Ça faisait longtemps ! OldClaude nous ramène une fois de plus son petit mozart américain. Mais oui, jeunes gens ! Dans deux siècles, au cas bien improbable où il resterait des êtres vivants sur cette planète, ils écouteront encore Sufjan Stevens. C’est la réflexion que je me faisais, en regardant le film Carrie & Lowell Live, retransmission du concert de la tournée, au North Charleston Performing Arts Center, le 9 novembre 2015*, préalablement à l’écriture de la chronique qui suit.

Et pourtant quand on ne fait qu’écouter le peu de musique dont est faite cette chanson de Carrie & Lowell, l’enregistrement en studio, l’ennui pourrait gagner certains : une note étouffée, toujours la même, sur un clavier, un peu de piano, une ligne mélodique simpliste qui se répète inlassablement… Mais attendez un peu ; l’important se passe dans les trois refrains (qui commencent tous par « So can we…») avec cette minuscule mais essentielle variation mélodique, qui permet à la chanson de se développer, de grandir, de grimper jusqu’à Jésus, auquel Sufjan s’adresse dans ce troisième refrain.

Le premier refrain permet ainsi au piano d’apporter sa respiration dans le couplet qui suit.

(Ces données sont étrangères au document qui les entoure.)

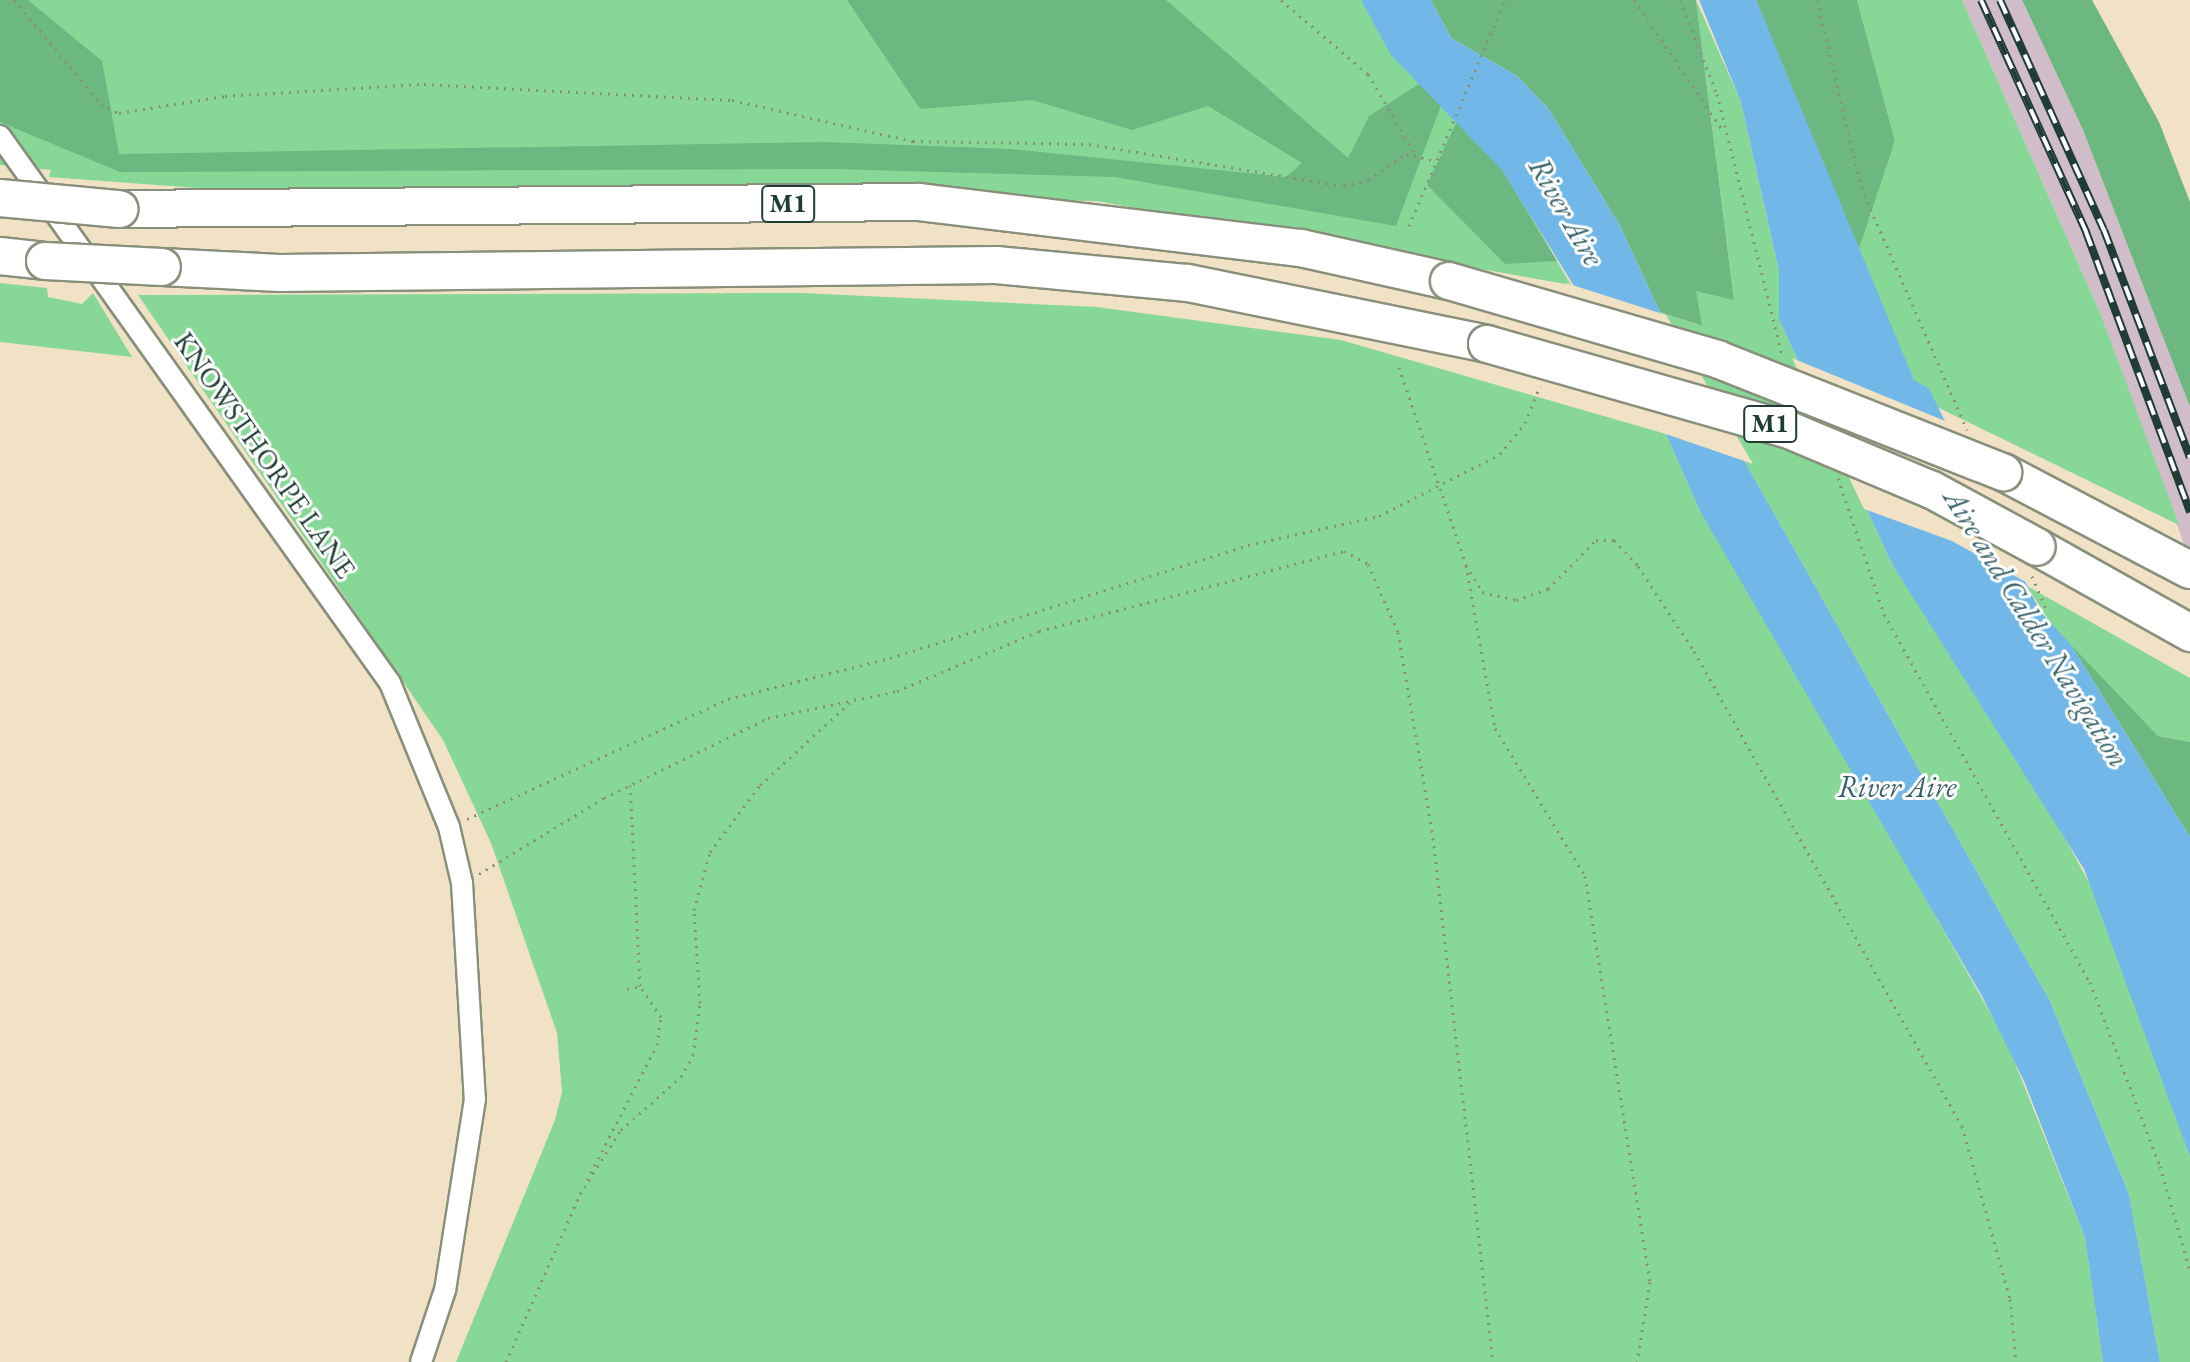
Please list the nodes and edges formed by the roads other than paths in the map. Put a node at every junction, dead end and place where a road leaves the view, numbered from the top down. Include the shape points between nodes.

Le deuxième refrain annonce les voix qui entourent Sufjan d’un chœur réparateur (Voici ma traduction de ce deuxième refrain : « Pouvons-nous donc être amis, gentiment, Avant que le mystère finisse ? Je t’aime plus que ce que le monde peut contenir Dans sa tête solitaire et délabrée Il ne reste plus qu’une ombre de moi ; d’un certain point de vue je suis mort »).

Quand on se souvient des symphonies de chambre de Michigan, ou des merveilleuses démesures électroniques de The Age Of Adz, on ne peut qu’être surpris ─ les sourds, comme je les appelle, emploieraient le mot déçu ─ par la retenue mélodique, harmonique, rythmique de “John, My Beloved”. Mais comment signifier autrement, avec une telle force, le deuil de Carrie, sa perte, son absence ? Sufjan n’écrit pas des requiems ; comme il le dit dans une interview, tout ça n’a pas été une partie de plaisir ; ce n’est pas une œuvre d’art, c’est sa vie, dans ce qu’elle a connu de plus sombre et tragique. Et la seule crainte qui me saisit, à chaque fois que je revisite “John My Beloved” ainsi que les dix autres monuments funéraires que Sufjan construit à sa mère, dans ce disque, tient en une simple question : « Comment va-t-il faire pour surpasser ça, ou simplement pour continuer à produire de la musique ? » Je crois qu’il faut faire confiance au génie de Sufjan Stevens, et même s’il ne surpasse jamais Carrie & Lowell, il surpasse tous ses contemporains, et c’est déjà amplement suffisant.

*Vous cherchez sur votre moteur de recherche “Carrie & Lowell Live on Vimeo”. Le concert est intégralement et gratuitement retransmis. Je reviendrai, dans une chronique ultérieure, sur cet album en public.